Records for this exercise
>>>>

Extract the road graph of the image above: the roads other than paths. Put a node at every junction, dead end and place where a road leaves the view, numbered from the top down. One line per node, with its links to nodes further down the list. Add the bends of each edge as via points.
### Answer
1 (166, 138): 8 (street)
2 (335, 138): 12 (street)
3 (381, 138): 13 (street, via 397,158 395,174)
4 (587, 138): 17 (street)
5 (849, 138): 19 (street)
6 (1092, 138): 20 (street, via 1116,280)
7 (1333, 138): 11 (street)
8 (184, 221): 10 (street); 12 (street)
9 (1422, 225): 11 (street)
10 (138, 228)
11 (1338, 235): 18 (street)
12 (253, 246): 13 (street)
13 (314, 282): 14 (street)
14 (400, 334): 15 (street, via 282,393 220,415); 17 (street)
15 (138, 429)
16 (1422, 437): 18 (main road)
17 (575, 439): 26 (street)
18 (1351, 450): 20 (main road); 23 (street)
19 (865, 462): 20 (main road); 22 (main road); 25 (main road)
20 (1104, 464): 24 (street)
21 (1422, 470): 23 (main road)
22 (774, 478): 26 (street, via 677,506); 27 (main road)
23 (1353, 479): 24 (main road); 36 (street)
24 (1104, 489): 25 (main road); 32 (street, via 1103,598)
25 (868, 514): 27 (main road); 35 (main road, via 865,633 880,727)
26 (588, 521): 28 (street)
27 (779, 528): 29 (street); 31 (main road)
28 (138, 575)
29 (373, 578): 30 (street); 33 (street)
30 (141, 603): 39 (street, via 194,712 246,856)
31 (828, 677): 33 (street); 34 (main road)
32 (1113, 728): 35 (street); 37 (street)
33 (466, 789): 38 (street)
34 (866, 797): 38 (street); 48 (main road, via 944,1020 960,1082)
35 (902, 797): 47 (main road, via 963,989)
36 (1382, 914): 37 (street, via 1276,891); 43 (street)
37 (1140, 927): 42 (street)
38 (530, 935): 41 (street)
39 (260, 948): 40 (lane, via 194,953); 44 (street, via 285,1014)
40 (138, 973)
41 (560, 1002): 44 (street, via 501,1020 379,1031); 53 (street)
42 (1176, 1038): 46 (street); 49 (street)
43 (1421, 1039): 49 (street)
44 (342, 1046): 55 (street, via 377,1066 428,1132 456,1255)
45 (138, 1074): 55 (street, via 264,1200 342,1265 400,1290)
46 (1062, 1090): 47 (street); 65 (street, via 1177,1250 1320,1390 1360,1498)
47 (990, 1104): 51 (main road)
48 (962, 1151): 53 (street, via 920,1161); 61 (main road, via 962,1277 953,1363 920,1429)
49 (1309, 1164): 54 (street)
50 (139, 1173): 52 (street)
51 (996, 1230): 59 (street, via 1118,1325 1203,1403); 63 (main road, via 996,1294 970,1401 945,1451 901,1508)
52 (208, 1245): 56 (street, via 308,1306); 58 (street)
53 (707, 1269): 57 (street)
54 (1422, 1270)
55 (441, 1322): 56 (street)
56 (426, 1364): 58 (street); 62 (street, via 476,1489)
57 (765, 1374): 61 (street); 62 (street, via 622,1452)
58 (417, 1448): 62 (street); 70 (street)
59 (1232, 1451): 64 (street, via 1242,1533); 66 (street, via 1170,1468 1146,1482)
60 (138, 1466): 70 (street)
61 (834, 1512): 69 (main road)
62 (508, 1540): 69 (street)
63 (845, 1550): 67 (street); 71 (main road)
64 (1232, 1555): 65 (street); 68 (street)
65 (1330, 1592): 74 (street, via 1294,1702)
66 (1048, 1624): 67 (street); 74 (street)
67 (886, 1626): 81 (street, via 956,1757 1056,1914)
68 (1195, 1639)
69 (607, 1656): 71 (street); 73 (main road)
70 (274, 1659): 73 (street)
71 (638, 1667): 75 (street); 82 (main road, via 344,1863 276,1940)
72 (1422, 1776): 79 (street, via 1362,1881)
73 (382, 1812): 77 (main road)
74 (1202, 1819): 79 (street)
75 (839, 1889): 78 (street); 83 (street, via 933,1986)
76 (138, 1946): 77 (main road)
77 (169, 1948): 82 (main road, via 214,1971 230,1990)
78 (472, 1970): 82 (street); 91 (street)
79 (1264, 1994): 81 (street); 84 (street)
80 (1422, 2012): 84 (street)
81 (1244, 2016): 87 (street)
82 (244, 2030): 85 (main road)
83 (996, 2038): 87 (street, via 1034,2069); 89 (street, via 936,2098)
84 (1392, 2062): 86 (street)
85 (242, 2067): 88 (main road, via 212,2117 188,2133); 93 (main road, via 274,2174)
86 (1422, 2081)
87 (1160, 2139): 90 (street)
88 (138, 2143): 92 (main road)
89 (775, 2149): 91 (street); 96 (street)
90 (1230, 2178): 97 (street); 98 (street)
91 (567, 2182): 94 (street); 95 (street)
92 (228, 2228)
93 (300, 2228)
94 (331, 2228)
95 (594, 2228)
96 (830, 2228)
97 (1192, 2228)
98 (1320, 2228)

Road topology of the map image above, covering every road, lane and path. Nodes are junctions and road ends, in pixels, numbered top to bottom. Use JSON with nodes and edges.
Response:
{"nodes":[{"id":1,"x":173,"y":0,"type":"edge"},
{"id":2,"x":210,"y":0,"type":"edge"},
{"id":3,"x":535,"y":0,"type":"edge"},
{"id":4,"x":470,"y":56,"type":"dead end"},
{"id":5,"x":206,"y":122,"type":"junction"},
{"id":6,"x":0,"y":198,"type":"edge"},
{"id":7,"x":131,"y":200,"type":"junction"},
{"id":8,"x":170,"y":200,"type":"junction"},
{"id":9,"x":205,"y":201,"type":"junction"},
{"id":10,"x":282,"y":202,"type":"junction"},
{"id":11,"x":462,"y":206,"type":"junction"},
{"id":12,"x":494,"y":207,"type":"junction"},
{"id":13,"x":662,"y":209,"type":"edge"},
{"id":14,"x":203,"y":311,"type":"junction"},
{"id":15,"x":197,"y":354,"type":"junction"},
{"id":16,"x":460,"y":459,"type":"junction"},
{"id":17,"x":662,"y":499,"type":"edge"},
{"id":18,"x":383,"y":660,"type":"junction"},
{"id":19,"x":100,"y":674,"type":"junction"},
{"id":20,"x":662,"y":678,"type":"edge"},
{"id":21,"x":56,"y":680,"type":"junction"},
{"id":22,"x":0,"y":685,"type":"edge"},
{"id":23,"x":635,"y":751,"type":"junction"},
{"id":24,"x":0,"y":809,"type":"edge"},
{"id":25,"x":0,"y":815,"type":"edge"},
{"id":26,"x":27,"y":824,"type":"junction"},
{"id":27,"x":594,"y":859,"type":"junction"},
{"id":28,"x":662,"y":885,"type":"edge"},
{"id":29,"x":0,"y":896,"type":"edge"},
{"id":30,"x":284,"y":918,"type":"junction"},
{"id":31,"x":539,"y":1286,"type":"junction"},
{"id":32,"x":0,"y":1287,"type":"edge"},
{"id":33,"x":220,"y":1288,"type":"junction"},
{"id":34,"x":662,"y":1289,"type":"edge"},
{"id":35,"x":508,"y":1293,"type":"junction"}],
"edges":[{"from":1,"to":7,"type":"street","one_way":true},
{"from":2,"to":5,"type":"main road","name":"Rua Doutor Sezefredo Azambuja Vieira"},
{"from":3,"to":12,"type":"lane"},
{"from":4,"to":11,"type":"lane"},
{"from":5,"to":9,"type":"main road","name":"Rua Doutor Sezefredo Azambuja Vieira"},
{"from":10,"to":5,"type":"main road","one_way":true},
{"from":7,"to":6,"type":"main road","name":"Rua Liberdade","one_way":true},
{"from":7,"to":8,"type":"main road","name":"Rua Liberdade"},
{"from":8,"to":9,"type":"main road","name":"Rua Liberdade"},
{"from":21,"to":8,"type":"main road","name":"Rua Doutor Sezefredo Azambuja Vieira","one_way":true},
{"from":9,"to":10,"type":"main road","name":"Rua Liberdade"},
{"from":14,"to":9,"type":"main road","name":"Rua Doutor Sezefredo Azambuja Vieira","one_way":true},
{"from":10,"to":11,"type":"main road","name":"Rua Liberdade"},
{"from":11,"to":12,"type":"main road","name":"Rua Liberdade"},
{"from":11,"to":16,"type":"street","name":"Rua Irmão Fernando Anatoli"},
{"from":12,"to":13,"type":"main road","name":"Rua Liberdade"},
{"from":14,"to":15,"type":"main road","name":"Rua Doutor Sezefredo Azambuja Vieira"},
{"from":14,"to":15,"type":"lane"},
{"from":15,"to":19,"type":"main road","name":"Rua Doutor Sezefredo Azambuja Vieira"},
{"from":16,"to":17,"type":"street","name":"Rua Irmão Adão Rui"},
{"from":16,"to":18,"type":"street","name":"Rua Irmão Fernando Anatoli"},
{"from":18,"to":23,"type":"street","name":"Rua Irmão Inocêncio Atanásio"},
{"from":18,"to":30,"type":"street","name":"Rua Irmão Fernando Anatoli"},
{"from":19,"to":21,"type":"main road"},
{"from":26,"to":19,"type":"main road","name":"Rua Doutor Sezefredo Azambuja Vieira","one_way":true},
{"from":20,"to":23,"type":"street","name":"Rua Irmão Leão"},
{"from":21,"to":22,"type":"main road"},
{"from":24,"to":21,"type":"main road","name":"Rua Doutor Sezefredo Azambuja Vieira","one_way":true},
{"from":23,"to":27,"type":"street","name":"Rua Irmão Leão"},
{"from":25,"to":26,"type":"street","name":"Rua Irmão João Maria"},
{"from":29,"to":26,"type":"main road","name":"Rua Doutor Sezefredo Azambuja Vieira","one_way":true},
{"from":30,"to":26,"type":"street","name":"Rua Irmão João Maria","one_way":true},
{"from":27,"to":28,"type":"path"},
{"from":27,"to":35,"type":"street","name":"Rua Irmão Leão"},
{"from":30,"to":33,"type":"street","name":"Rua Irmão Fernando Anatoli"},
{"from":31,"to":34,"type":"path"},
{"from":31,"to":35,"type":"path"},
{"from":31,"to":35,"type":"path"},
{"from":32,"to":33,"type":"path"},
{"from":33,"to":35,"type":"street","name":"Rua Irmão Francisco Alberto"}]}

<<<<

Task
Gather from the records above every line containing the string "Leão".

Solution
{"from":20,"to":23,"type":"street","name":"Rua Irmão Leão"},
{"from":23,"to":27,"type":"street","name":"Rua Irmão Leão"},
{"from":27,"to":35,"type":"street","name":"Rua Irmão Leão"},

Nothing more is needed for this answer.